(Data entries)
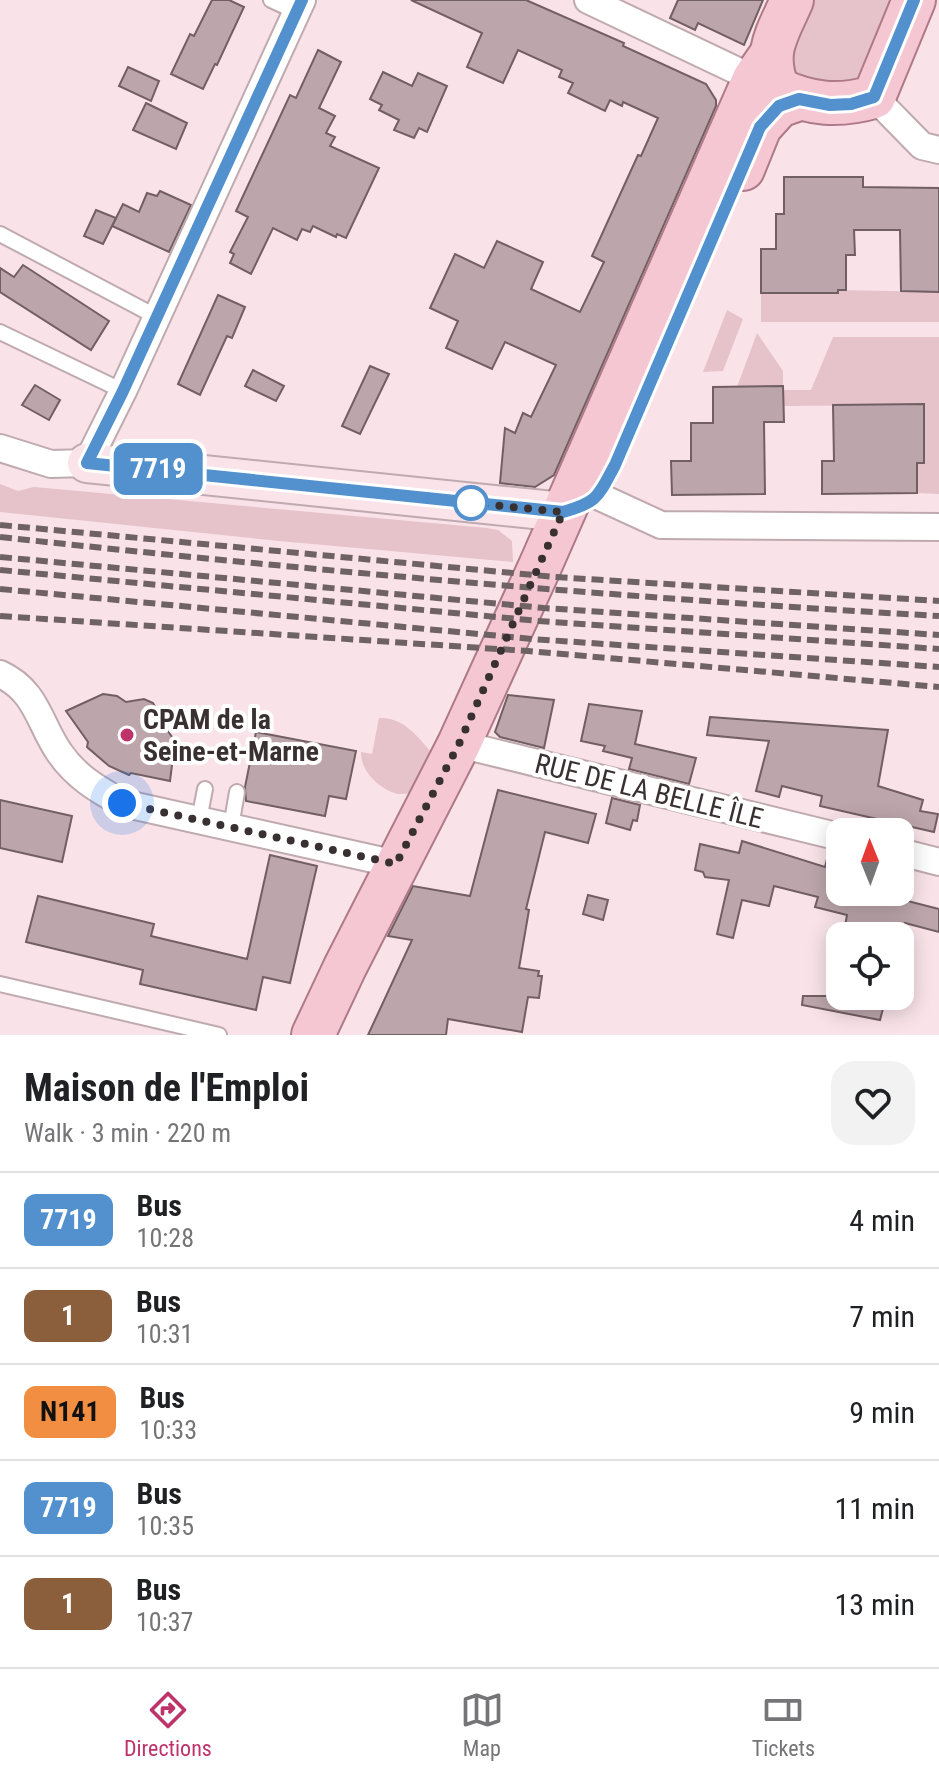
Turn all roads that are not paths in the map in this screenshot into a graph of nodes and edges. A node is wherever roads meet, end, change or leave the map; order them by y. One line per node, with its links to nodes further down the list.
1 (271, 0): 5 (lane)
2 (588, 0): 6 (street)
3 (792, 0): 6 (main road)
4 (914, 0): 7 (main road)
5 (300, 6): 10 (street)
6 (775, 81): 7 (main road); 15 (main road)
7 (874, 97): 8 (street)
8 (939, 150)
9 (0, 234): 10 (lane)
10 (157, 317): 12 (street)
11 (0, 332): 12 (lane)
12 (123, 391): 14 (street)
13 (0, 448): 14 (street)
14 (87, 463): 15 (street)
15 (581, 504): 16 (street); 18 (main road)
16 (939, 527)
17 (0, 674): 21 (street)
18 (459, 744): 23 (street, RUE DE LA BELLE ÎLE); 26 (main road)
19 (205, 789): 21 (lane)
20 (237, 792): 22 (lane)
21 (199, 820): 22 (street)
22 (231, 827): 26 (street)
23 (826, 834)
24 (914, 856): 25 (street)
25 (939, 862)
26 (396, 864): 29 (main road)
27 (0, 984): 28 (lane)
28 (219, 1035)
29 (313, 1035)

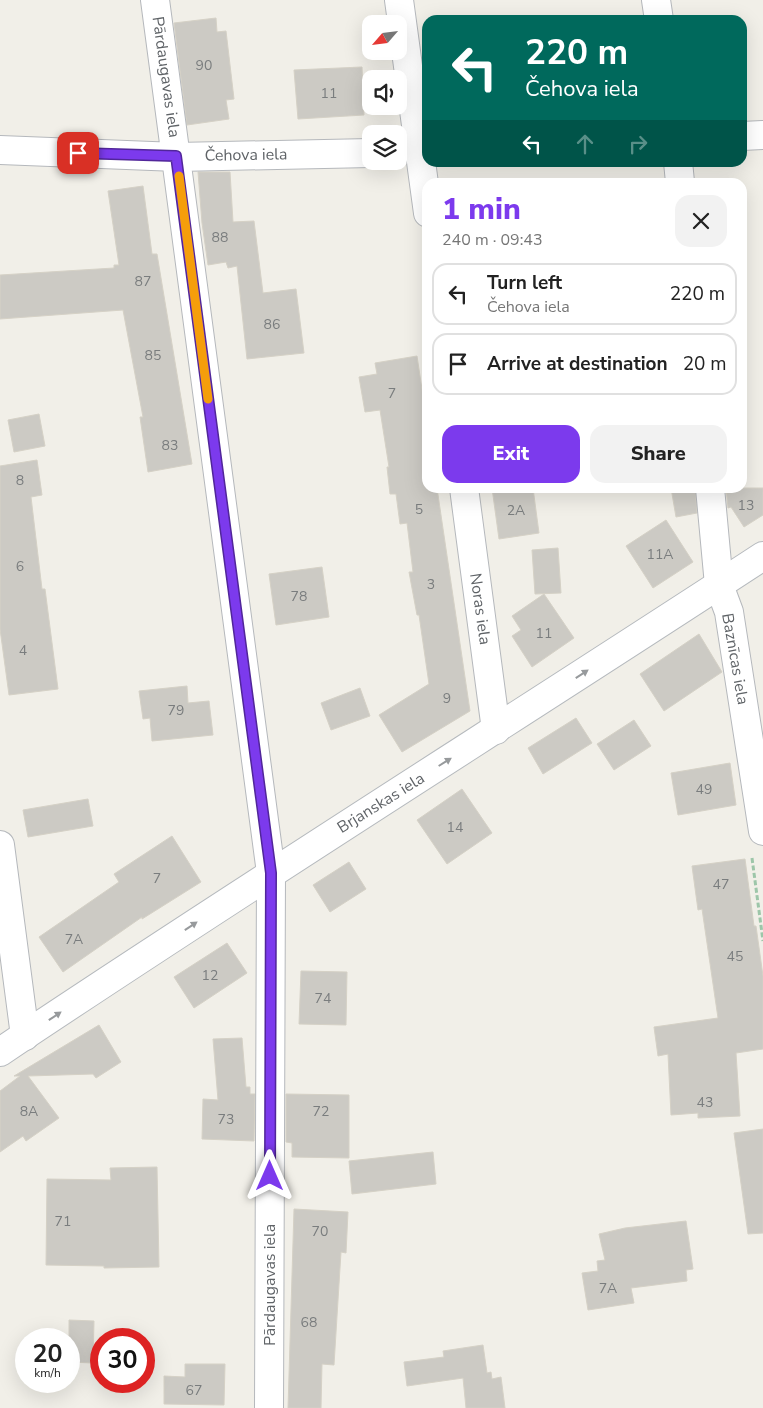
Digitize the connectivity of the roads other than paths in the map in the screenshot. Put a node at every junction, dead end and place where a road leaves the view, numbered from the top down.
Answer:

...

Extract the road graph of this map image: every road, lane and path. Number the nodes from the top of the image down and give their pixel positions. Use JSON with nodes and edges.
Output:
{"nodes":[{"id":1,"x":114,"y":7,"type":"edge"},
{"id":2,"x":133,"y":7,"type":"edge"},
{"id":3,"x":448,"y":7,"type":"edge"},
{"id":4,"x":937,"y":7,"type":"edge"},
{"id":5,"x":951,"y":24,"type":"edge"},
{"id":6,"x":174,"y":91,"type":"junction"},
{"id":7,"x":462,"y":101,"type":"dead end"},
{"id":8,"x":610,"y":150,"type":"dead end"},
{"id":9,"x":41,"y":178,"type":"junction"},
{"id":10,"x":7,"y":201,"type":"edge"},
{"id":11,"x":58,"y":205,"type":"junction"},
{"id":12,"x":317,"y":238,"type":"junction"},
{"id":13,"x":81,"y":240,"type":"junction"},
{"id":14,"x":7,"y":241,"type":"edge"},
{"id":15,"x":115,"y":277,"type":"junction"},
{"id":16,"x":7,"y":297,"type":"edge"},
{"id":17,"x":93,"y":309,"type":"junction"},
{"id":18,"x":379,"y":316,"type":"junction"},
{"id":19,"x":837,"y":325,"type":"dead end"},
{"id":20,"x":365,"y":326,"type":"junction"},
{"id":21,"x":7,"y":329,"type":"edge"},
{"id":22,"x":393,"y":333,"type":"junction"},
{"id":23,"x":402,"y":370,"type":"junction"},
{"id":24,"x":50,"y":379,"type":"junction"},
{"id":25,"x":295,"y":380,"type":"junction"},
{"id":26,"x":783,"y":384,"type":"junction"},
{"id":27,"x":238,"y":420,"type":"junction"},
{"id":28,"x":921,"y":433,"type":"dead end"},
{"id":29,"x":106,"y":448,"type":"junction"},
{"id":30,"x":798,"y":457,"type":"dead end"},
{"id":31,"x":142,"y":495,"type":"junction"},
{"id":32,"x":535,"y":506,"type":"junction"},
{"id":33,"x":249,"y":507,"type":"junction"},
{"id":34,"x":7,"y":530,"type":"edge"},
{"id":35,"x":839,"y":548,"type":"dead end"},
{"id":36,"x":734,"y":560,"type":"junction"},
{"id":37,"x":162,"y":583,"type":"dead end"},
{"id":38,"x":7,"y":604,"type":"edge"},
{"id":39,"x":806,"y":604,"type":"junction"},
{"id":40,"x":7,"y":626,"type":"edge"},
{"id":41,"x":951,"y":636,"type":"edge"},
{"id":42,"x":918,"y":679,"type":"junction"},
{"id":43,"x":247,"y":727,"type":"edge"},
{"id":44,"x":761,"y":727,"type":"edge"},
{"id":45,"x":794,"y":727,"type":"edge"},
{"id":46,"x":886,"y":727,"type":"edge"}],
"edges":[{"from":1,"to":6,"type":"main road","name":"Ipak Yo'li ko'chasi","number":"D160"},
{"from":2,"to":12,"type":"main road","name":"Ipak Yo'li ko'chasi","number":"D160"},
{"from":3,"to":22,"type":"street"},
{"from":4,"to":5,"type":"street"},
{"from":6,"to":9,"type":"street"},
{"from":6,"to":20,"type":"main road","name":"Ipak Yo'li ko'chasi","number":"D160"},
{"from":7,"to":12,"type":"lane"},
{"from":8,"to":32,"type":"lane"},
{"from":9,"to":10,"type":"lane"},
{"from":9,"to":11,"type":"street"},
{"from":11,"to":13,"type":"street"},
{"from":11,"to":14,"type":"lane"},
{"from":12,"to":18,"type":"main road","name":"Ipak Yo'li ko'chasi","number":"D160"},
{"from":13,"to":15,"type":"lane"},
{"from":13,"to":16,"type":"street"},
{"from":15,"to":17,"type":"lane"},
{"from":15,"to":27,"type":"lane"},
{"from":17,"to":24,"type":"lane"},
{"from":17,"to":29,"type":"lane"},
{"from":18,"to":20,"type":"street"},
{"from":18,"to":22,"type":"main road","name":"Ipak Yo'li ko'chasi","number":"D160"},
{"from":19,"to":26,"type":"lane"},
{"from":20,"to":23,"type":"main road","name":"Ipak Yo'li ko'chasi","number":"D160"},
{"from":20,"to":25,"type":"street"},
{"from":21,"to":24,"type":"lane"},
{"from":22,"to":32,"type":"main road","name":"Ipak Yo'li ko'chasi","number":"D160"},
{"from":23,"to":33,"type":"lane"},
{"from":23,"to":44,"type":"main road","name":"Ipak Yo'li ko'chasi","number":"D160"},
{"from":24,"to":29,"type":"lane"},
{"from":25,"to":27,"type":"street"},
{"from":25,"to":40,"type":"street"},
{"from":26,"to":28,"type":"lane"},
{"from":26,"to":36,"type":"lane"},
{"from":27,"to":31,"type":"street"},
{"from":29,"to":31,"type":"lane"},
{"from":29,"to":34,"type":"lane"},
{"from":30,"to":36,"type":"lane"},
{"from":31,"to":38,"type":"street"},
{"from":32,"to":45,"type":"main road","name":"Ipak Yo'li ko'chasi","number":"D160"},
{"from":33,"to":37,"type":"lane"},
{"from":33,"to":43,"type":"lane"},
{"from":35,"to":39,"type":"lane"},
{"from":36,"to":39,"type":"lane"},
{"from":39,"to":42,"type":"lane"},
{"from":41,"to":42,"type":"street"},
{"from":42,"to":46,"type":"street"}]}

---

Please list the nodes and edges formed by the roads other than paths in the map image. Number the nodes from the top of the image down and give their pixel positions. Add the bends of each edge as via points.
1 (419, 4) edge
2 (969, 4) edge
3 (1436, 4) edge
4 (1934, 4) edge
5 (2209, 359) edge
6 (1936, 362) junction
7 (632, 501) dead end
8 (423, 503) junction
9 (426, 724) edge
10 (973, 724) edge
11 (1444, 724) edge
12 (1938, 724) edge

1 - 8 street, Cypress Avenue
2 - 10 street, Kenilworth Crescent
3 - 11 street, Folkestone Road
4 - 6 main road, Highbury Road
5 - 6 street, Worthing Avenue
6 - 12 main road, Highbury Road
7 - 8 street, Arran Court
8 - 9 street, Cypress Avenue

*Task details*. The count of lines above that include the string "every" is the sole expected answer.

*Problem solution*. 2